§ **Instructions for the task**
Scan the entries below and state how many lines contain "Terrace". No other output.

[Saved entries]
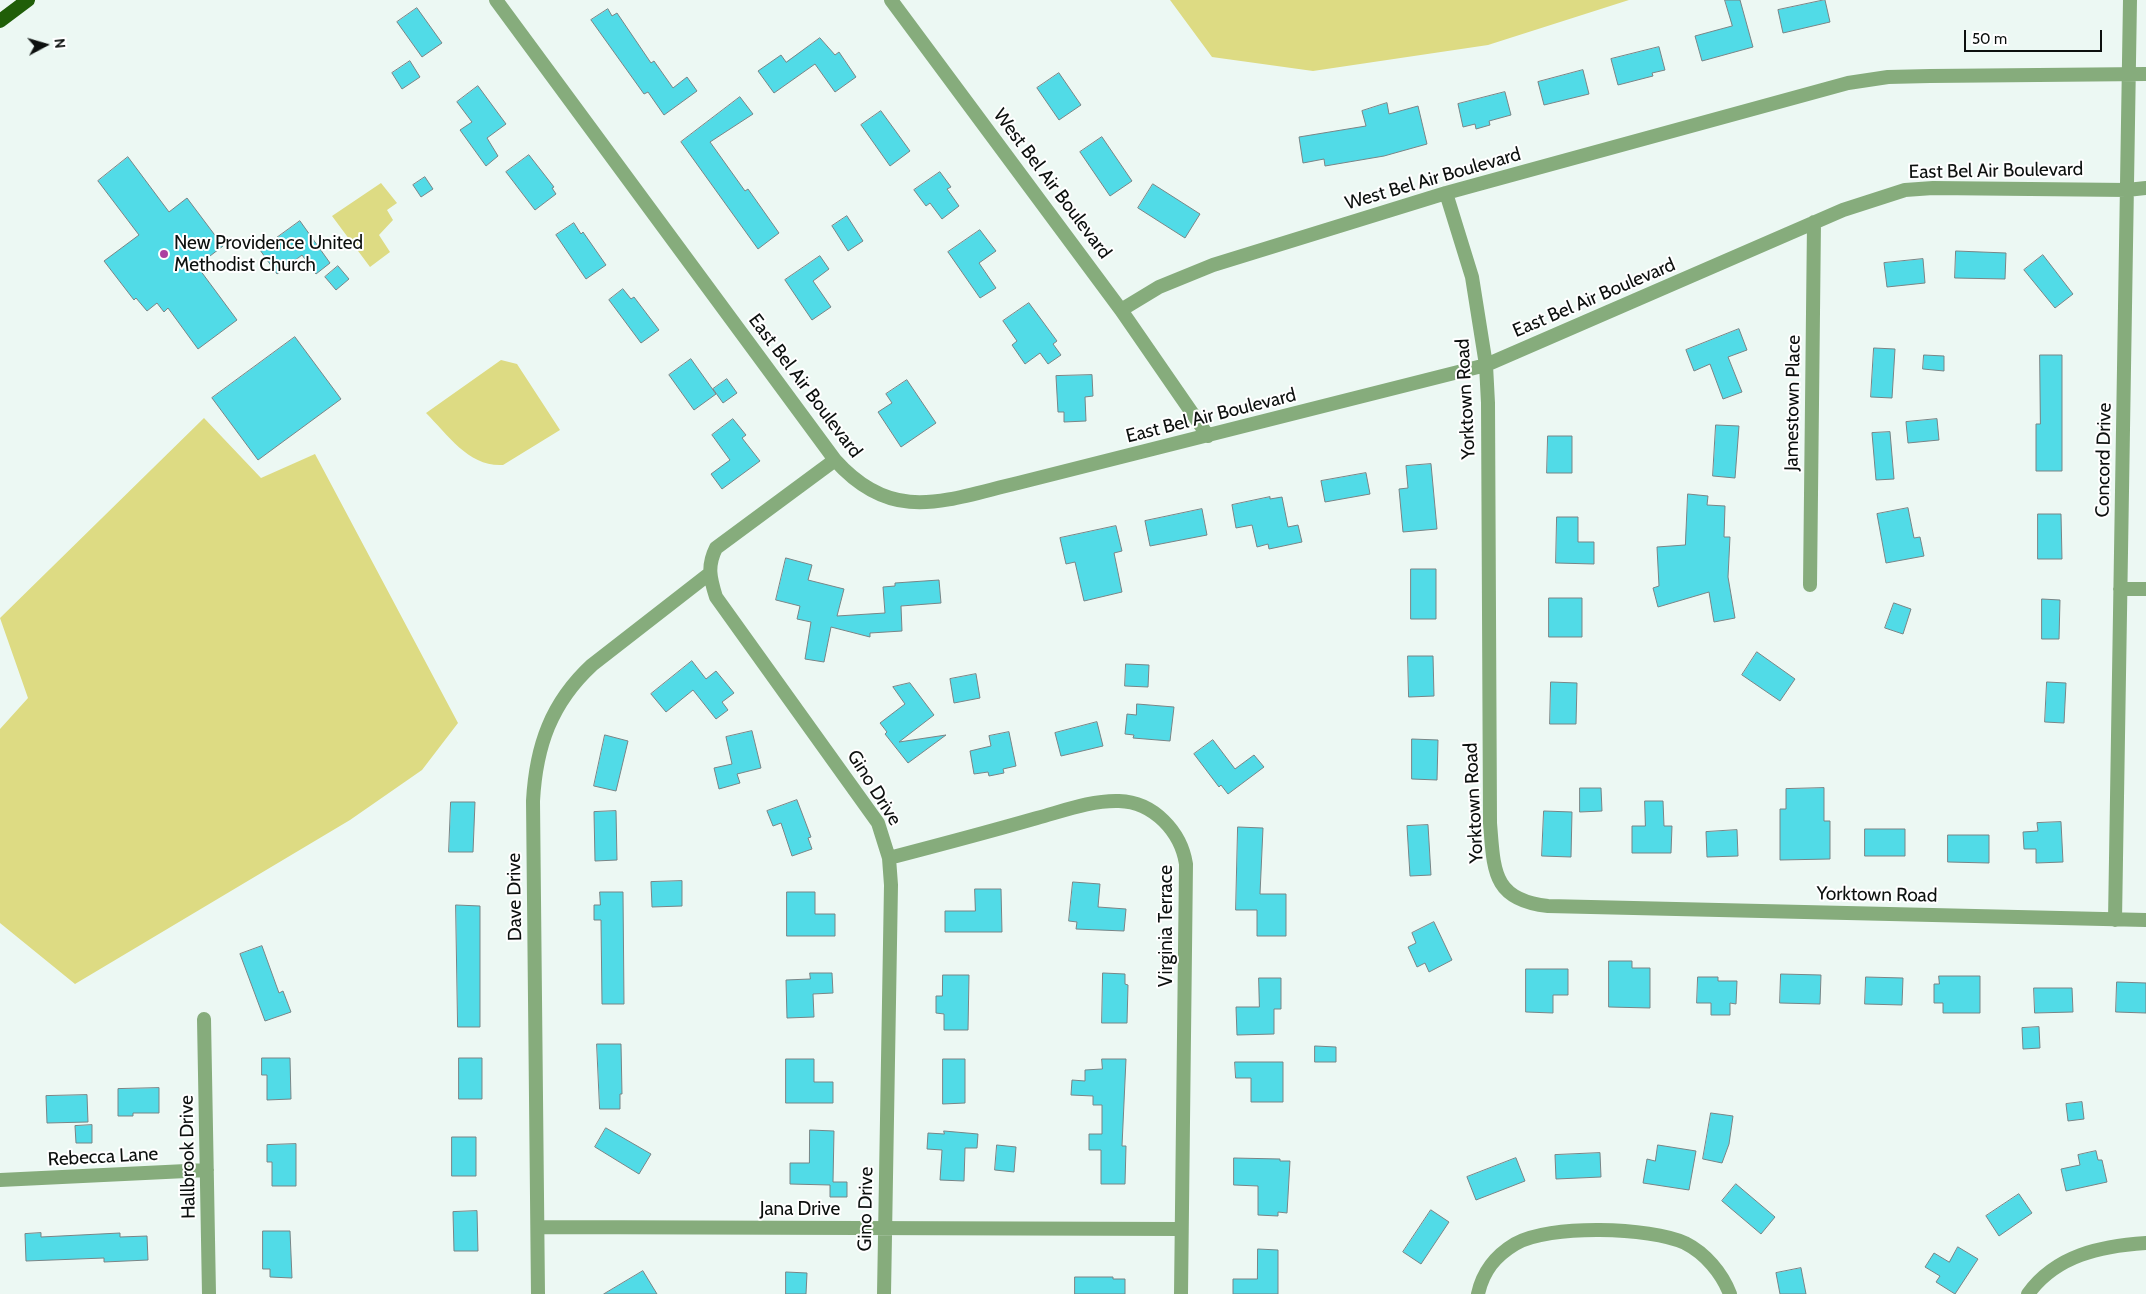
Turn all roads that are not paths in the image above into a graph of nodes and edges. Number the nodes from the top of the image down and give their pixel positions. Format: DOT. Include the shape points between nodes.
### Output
graph roads {
  1 [pos="28,0"];
  2 [pos="496,0"];
  3 [pos="891,0"];
  4 [pos="2130,0"];
  5 [pos="0,21"];
  6 [pos="2129,74"];
  7 [pos="2146,74"];
  8 [pos="2146,188"];
  9 [pos="2127,190"];
  10 [pos="1446,193"];
  11 [pos="1814,222"];
  12 [pos="1121,310"];
  13 [pos="1486,365"];
  14 [pos="1208,436"];
  15 [pos="835,460"];
  16 [pos="709,574"];
  17 [pos="1810,585"];
  18 [pos="2120,589"];
  19 [pos="2146,589"];
  20 [pos="889,858"];
  21 [pos="2115,920"];
  22 [pos="2146,920"];
  23 [pos="204,1020"];
  24 [pos="207,1170"];
  25 [pos="0,1180"];
  26 [pos="538,1227"];
  27 [pos="884,1228"];
  28 [pos="1181,1229"];
  29 [pos="2146,1243"];
  30 [pos="209,1294"];
  31 [pos="538,1294"];
  32 [pos="884,1294"];
  33 [pos="1180,1294"];
  34 [pos="1478,1294"];
  35 [pos="1730,1294"];
  36 [pos="2028,1294"];
  1 -- 5 [label="highway"];
  2 -- 15 [label="street, East Bel Air Boulevard"];
  3 -- 12 [label="street, West Bel Air Boulevard"];
  4 -- 6 [label="street, Concord Drive"];
  6 -- 7 [label="street, West Bel Air Boulevard"];
  6 -- 9 [label="street, Concord Drive"];
  6 -- 10 [label="street, West Bel Air Boulevard" via="1905,77 1848,82"];
  8 -- 9 [label="street, East Bel Air Boulevard"];
  9 -- 11 [label="street, East Bel Air Boulevard" via="1905,190"];
  9 -- 18 [label="street, Concord Drive"];
  10 -- 12 [label="street, West Bel Air Boulevard" via="1214,265 1159,287"];
  10 -- 13 [label="street, Yorktown Road" via="1472,277"];
  11 -- 13 [label="street, East Bel Air Boulevard"];
  11 -- 17 [label="street, Jamestown Place"];
  12 -- 14 [label="street"];
  13 -- 14 [label="street, East Bel Air Boulevard"];
  13 -- 21 [label="street, Yorktown Road" via="1490,823 1497,876 1517,899 1548,906"];
  14 -- 15 [label="street, East Bel Air Boulevard" via="922,503 882,497 848,476"];
  15 -- 16 [label="street" via="716,548 710,559"];
  16 -- 20 [label="street, Gino Drive" via="716,597 878,823"];
  16 -- 26 [label="street, Dave Drive" via="576,680 552,718 537,759 533,800"];
  18 -- 19 [label="street"];
  18 -- 21 [label="street, Concord Drive"];
  20 -- 27 [label="street, Gino Drive"];
  20 -- 28 [label="street, Virginia Terrace" via="1063,811 1119,801 1134,803 1147,810 1177,836 1186,864"];
  21 -- 22 [label="street, Yorktown Road"];
  23 -- 24 [label="street, Hallbrook Drive"];
  24 -- 25 [label="street, Rebecca Lane"];
  24 -- 30 [label="street, Hallbrook Drive"];
  26 -- 27 [label="street, Jana Drive"];
  26 -- 31 [label="street, Dave Drive"];
  27 -- 28 [label="street, Jana Drive"];
  27 -- 32 [label="street, Gino Drive"];
  28 -- 33 [label="street, Virginia Terrace"];
  29 -- 36 [label="street" via="2108,1246 2074,1257 2045,1275"];
  34 -- 35 [label="street" via="1487,1268 1517,1242 1565,1232 1615,1230 1668,1236 1687,1244 1711,1262"];
}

§ **Written solution**
2